Federal Rule of Civil Procedure 12(f), on the other hand, permits a district court to strike from a pleading an insufficient defense or any redundant, immaterial, impertinent, or scandalous matter. Fed. R. Civ. P. 12(f). As the Fourth Circuit has recognized, "[A] defense that might confuse the issues of the case and would not, under the facts alleged, constitute a valid defense to the action, can and should be deleted." Waste Mgmt. Holdings, Inc. v. Gilmore, 252 F.3d 316, 347 (4th Cir. 2001). "[I]f a movant can show that a defense is clearly insufficient, the court should grant the motion to strike." Racick v. Dominion L. Assocs., 270 F.R.D.228, 232(E.D. N.C.2010). Before striking a defense, the court should determine that "there are no questions of fact, that any questions of law are clear and not in dispute, and thatunder no set of circumstances could the defense succeed." Nat'l Credit Union Admin. v. First Union Cap. Markets Corp., 189 F.R.D. 158, 163 (D. Md. 1999) (quoting Clark v. Milam, 152 F.R.D. 66, 70 (S.D. W.Va. 1993)); cf. U.S. Commodity Futures Trading Comm'n v. AS. Templeton Grp.
, Inc., 297 F.Supp. 2d 531, 533 (E.D. N.Y. 2003) (). Furthermore, "a defense that might confuse the issues in the case and would not, under the facts alleged, constitute a valid defense to the action can and should be deleted." Waste Mgmt. Holdings, Inc. v. Gilmore, 252 F.3d 316, 347 (4th Cir. 2001) (quoting 5A Charles Alan Wright & Arthur R. Miller, Federal Practice and Procedure § 1381 (2nd ed. 1990)).
As the parties have filed multiple briefs in support of their competing positions, this Court will address each Motion in turn.
In the first Motion, defendants assert that EEOC is mandated to obtain approval from its Commissioners prior to filing complaints alleging systemic discrimination. [Doc. 32 at 1]. Defendants contend that EEOC failed to plead or otherwise confirm whether its Commissioners approved the subject lawsuit. [Id. at 2]. More specifically, defendants state that EEOC's complaint "on its face establishes that the EEOC alleges systemic discriminationand a pattern or practice of discrimination against Route 22." [Id. at 3], Defendants note that prior to filing the subject Motion, they consulted the publicly available results of the Commissioners' votes forthe period preceding the filing of the subject lawsuit and determined that the lawsuit was not included on the list of approved suits by the Commissioners. [Id. at 3-4]. Based on this purported failure to meet conditions precedent to filing suit, defendants conclude that the complaint should be dismissed. [Id. at 2].

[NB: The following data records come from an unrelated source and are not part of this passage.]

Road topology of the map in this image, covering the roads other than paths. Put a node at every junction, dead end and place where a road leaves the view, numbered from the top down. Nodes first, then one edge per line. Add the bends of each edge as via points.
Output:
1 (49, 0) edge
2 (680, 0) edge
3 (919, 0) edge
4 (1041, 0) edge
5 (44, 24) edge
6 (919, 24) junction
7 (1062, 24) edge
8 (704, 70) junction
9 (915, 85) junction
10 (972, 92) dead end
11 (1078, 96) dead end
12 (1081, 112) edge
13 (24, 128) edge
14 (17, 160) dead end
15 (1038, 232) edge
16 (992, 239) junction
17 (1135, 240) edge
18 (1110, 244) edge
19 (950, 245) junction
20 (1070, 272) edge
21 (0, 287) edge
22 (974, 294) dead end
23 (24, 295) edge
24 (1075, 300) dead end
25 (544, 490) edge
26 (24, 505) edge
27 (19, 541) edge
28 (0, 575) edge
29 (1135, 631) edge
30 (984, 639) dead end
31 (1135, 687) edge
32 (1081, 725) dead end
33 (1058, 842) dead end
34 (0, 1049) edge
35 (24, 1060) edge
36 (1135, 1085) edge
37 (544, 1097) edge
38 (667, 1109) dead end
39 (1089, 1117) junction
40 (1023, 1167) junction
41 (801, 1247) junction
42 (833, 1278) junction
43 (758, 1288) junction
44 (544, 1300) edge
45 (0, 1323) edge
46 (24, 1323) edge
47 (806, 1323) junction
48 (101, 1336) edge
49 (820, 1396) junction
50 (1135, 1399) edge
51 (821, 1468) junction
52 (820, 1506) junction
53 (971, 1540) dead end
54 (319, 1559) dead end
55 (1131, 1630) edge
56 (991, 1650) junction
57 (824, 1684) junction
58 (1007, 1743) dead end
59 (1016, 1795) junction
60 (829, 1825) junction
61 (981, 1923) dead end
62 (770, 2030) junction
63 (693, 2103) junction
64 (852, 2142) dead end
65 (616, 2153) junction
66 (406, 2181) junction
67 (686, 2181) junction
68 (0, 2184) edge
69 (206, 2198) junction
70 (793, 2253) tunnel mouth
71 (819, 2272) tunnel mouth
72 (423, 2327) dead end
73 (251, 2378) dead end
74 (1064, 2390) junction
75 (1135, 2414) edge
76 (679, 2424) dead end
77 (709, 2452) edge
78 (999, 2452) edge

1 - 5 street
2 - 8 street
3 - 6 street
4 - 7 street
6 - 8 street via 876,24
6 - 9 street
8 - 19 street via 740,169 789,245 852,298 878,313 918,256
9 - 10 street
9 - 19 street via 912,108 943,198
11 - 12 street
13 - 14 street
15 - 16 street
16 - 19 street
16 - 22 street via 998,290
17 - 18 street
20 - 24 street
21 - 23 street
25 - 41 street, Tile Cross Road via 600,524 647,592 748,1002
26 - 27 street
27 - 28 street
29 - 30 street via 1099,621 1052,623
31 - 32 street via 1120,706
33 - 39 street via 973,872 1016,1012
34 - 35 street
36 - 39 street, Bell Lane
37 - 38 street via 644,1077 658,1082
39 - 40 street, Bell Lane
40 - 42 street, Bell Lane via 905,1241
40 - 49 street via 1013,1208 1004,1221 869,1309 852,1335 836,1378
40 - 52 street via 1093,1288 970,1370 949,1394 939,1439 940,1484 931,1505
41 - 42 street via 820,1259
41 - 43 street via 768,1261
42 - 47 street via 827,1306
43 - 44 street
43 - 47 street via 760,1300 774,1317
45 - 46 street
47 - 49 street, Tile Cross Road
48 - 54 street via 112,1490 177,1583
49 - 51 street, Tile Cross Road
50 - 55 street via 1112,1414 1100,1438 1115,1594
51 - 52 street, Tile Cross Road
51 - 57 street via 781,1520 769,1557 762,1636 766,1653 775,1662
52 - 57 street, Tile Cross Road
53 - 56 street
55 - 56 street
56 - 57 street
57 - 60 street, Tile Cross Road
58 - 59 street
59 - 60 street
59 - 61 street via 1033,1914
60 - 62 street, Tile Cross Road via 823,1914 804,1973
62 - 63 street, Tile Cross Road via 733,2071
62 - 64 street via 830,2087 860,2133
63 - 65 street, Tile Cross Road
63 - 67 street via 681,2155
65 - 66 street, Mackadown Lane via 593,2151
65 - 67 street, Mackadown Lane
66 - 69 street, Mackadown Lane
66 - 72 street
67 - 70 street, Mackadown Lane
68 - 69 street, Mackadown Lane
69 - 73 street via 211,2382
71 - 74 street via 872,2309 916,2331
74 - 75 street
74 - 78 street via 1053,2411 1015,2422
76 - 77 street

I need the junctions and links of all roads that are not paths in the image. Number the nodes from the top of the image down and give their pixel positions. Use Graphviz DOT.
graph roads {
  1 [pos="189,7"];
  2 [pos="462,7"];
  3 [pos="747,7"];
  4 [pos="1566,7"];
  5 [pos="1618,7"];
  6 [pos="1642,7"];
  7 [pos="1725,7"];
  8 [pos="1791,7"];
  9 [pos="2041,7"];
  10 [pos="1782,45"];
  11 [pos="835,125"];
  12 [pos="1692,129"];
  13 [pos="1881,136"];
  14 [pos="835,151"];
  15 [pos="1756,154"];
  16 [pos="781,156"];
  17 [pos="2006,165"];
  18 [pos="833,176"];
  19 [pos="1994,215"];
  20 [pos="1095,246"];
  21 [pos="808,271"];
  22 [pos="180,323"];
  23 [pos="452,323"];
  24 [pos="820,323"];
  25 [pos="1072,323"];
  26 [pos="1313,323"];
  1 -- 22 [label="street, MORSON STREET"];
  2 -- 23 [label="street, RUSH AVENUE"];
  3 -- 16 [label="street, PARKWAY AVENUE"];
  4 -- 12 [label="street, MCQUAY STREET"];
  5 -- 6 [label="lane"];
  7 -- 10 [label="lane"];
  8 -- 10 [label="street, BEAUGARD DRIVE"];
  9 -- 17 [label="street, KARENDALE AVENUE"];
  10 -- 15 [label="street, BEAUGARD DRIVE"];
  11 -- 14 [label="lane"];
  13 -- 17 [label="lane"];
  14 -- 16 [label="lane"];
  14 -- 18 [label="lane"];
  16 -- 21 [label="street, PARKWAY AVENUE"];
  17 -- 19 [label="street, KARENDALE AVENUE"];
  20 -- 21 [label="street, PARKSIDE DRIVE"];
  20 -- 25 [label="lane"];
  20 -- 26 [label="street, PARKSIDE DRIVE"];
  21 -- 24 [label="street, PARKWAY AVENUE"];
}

In Response, plaintiff contends that in conformity with Federal Rule of Civil Procedure 9(c), it pleaded that all conditions precedent to the pending lawsuit were fulfilled. [Doc. 41 at 1-2]. Further, plaintiff argues that a full Commissioners vote authorizing the subject litigation is not a condition precedent to initiating the subject litigation. [Id. at 2]. In support thereof, plaintiff states that the plain language of the Act and controlling case law demonstrates that EEOC's internal procedures are not prerequisite to agency enforcement actions, and EEOC litigation decision-making is discretionary. [Id.].
In its Reply, defendants reassert that EEOC's litigation procedures require that the Senate-confirmed EEOC Commissioners approve systemic lawsuits prior to filing complaints. [Doc. 51 at 1]. Under these circumstances, defendants contend that this Court should grant judgment on the pleadings in their favor. [Id. at 2].
Federal Rule of Civil Procedure 9(c) provides that ...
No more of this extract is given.